##### Data excerpts #####

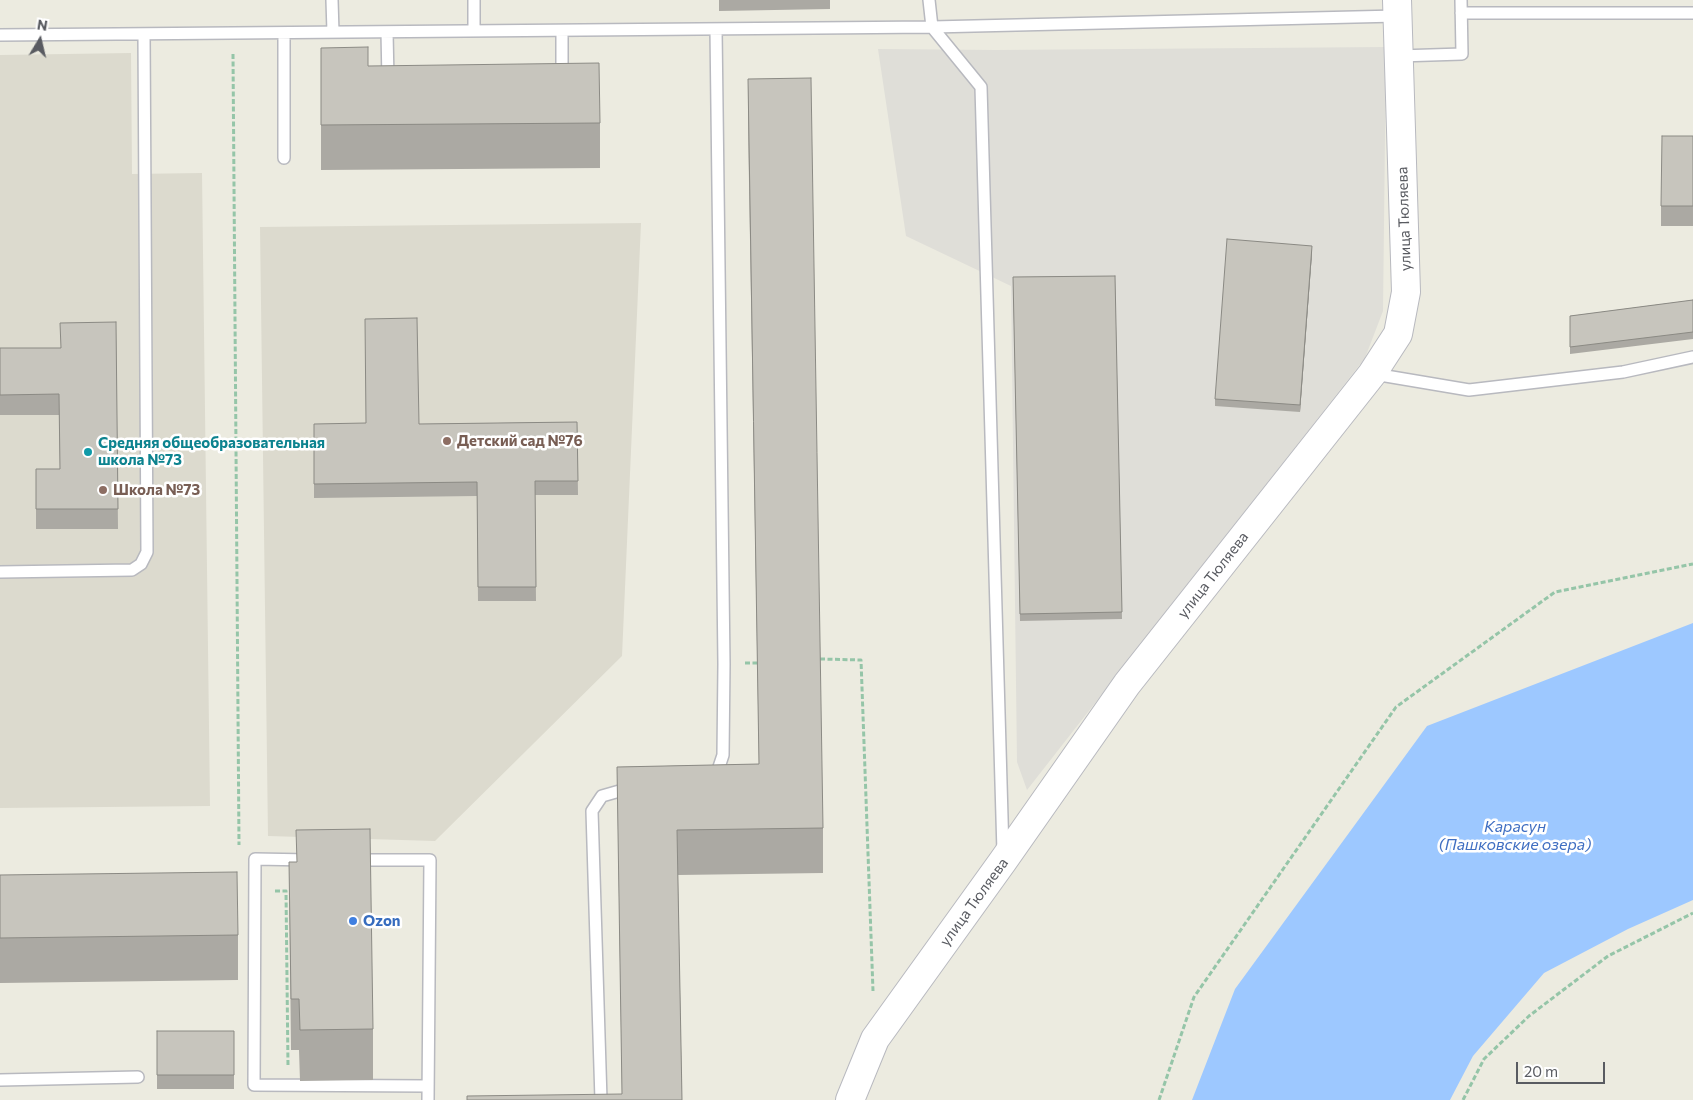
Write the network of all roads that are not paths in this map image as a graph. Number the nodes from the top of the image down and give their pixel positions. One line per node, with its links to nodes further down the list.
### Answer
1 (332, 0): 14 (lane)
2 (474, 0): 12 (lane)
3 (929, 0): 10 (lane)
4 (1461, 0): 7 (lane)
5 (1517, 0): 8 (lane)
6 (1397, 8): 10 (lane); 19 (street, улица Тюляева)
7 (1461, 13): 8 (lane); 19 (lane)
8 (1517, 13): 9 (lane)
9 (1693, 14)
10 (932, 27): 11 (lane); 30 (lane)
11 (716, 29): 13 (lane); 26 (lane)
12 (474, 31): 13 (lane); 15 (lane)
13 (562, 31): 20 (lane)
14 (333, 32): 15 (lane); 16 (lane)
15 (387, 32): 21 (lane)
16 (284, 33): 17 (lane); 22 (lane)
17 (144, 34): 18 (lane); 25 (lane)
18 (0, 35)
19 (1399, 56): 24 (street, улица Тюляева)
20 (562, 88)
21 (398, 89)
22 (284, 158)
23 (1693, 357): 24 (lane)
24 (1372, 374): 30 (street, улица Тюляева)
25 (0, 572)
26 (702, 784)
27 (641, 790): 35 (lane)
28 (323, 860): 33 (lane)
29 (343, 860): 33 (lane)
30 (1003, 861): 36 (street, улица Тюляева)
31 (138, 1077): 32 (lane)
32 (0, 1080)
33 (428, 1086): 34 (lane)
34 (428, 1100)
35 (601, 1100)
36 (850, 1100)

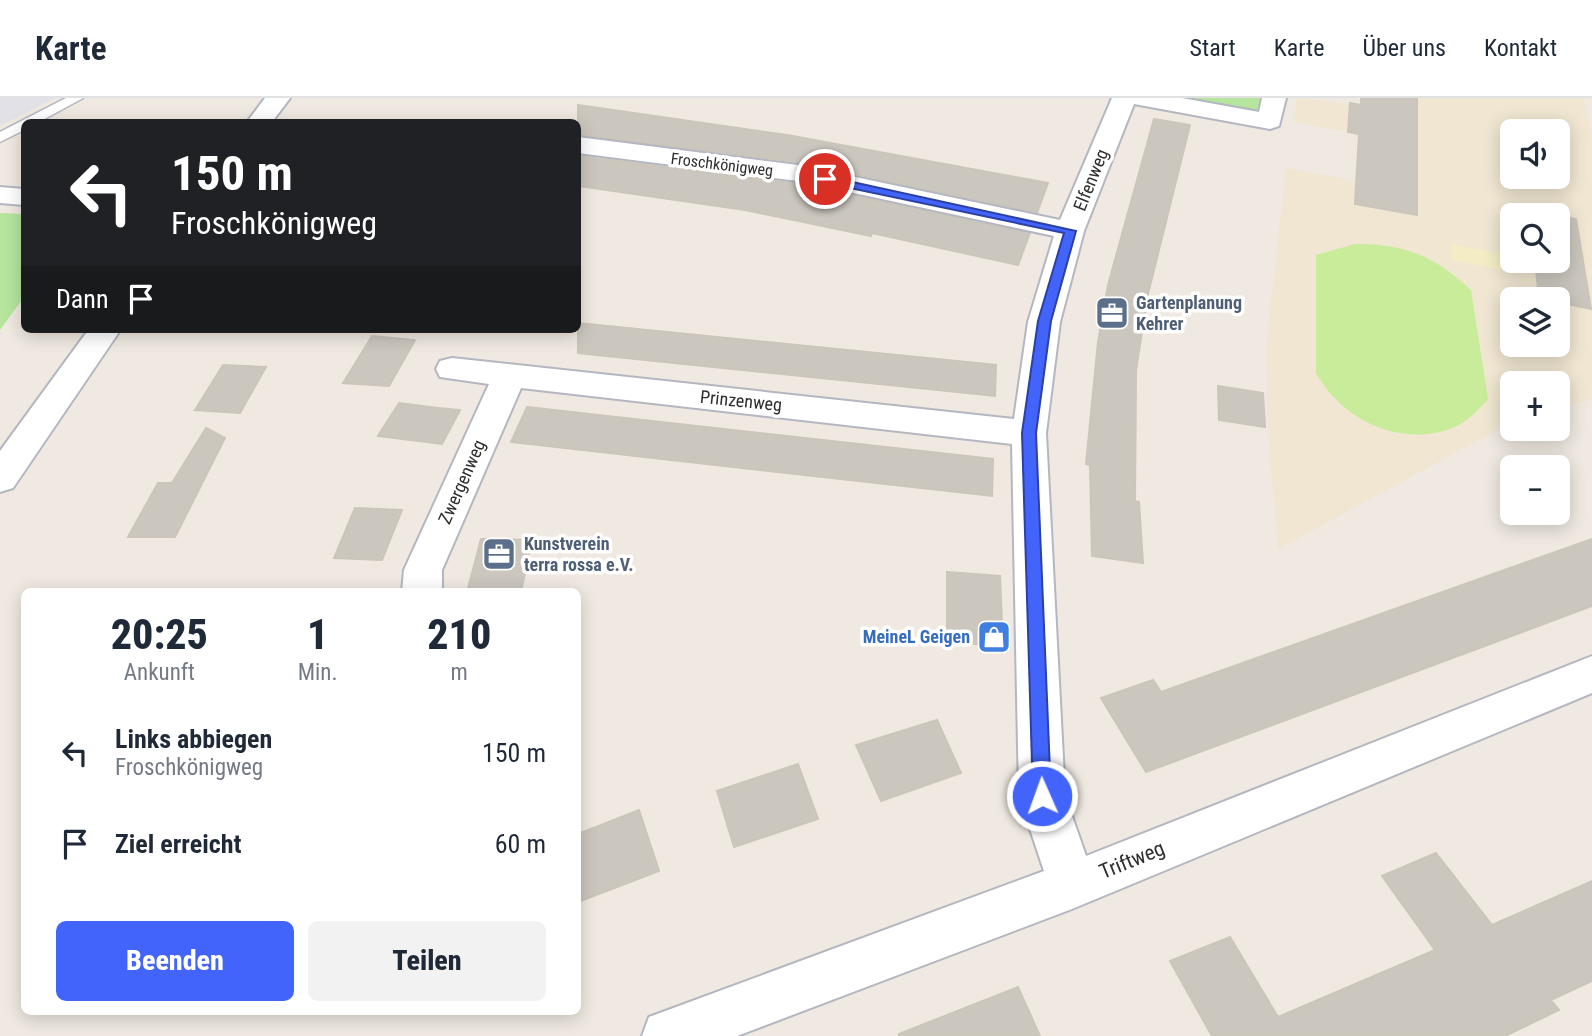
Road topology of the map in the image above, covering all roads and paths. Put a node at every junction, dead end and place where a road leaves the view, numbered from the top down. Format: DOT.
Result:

#####

▶ [Exercise description]:
Tell how many lines above include "from", and add no other text.

▶ [Answer section]:
2